[Data section]

- - - - - - -

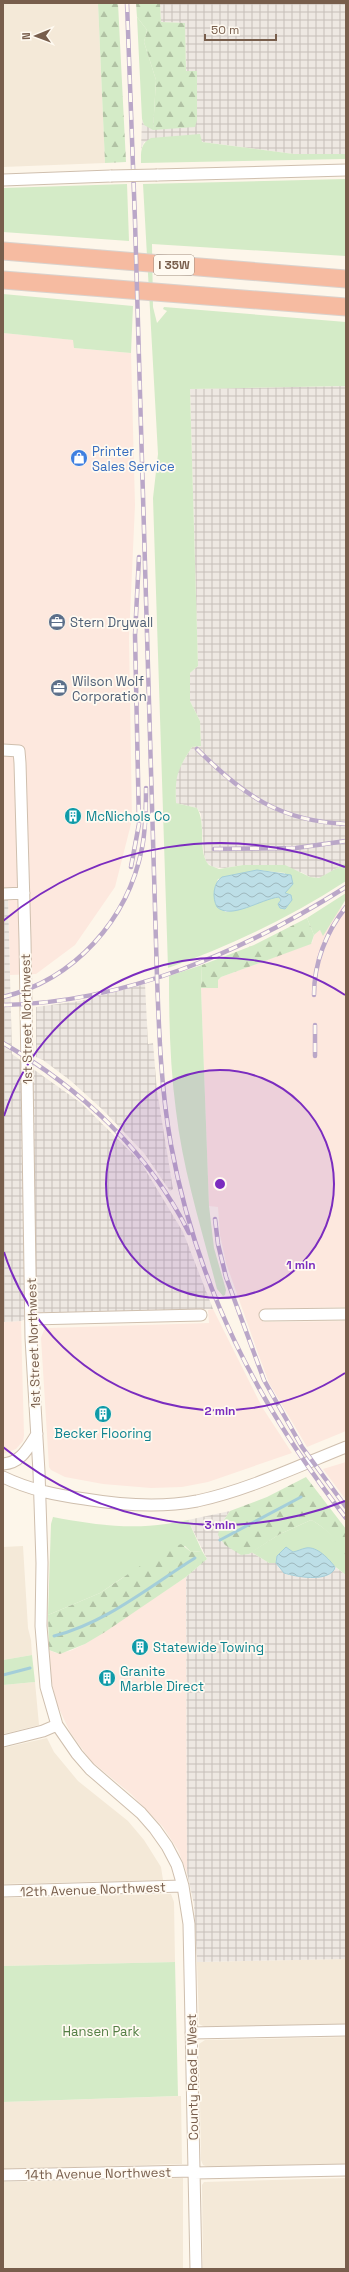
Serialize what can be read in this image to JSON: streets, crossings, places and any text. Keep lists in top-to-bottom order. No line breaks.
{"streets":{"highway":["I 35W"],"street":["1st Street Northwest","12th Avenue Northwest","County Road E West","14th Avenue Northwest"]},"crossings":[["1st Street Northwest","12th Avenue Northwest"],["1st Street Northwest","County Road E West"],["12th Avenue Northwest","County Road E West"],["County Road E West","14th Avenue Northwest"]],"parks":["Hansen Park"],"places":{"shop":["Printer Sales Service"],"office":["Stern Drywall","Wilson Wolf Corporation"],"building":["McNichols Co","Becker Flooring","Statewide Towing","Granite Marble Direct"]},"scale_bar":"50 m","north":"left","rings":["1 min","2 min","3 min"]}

- - - - - - -

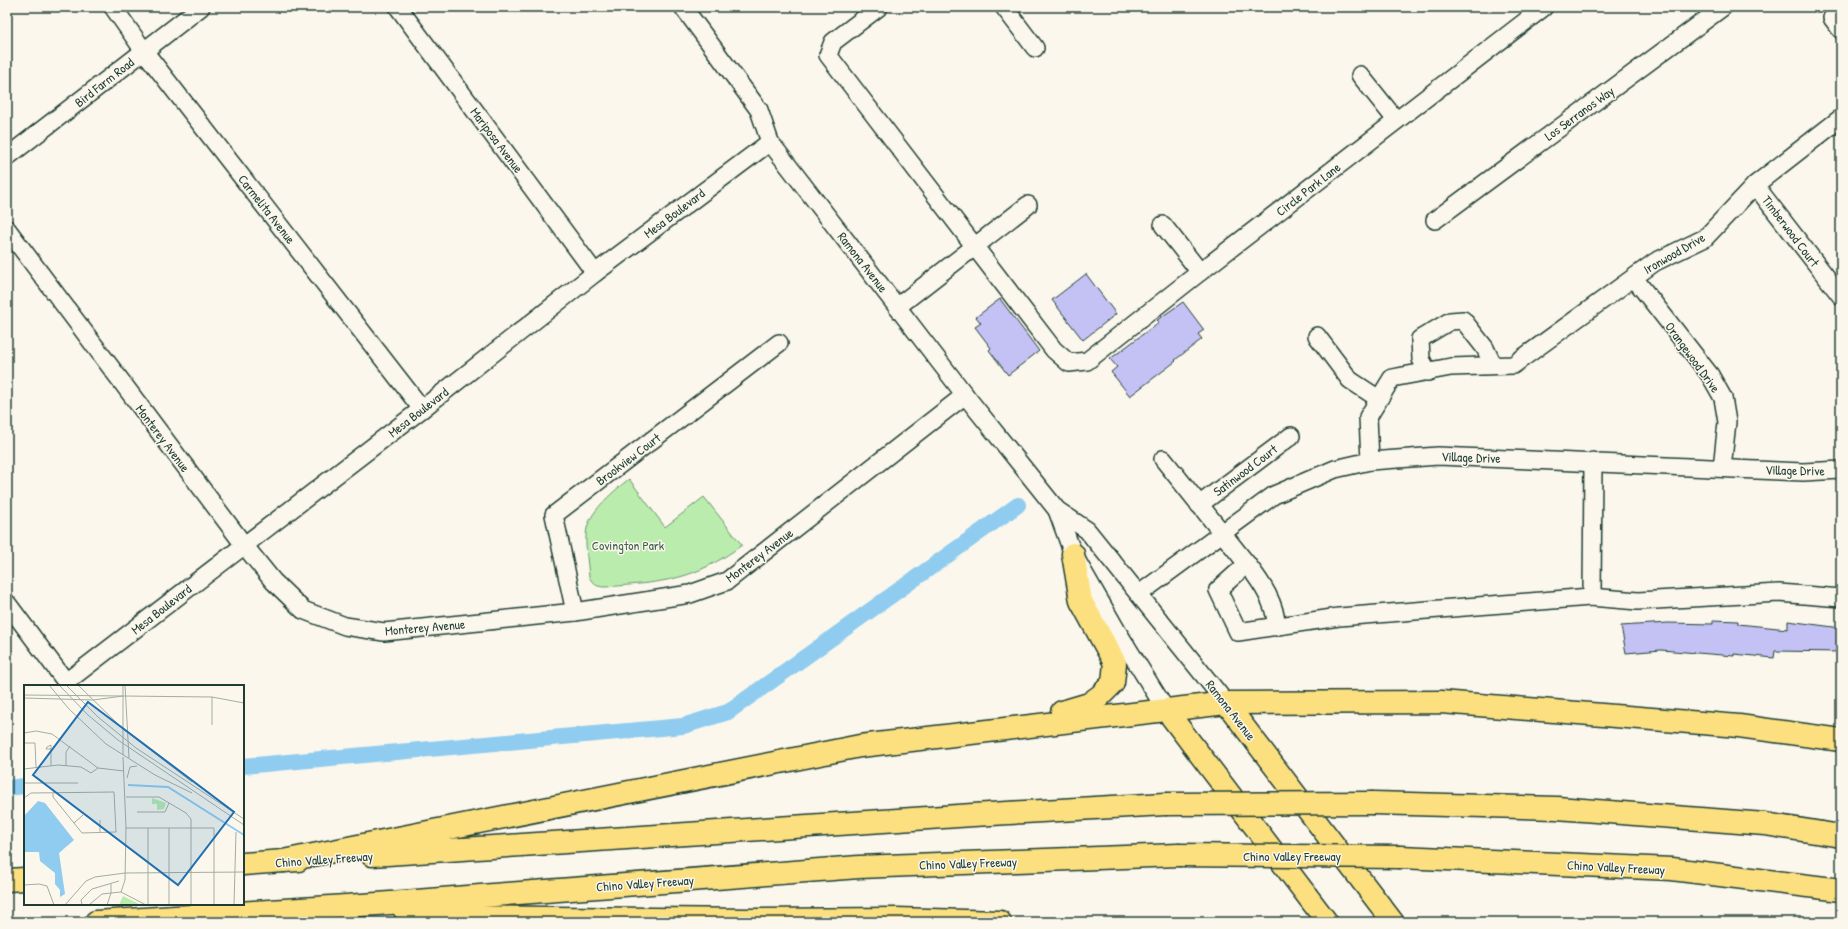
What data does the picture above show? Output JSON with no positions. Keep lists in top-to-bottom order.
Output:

- - - - - - -

[Work to complete] Extract each line from the entries above that contains the string "Output".

[Solved exercise]
What data does the picture above show? Output JSON with no positions. Keep lists in top-to-bottom order.
Output:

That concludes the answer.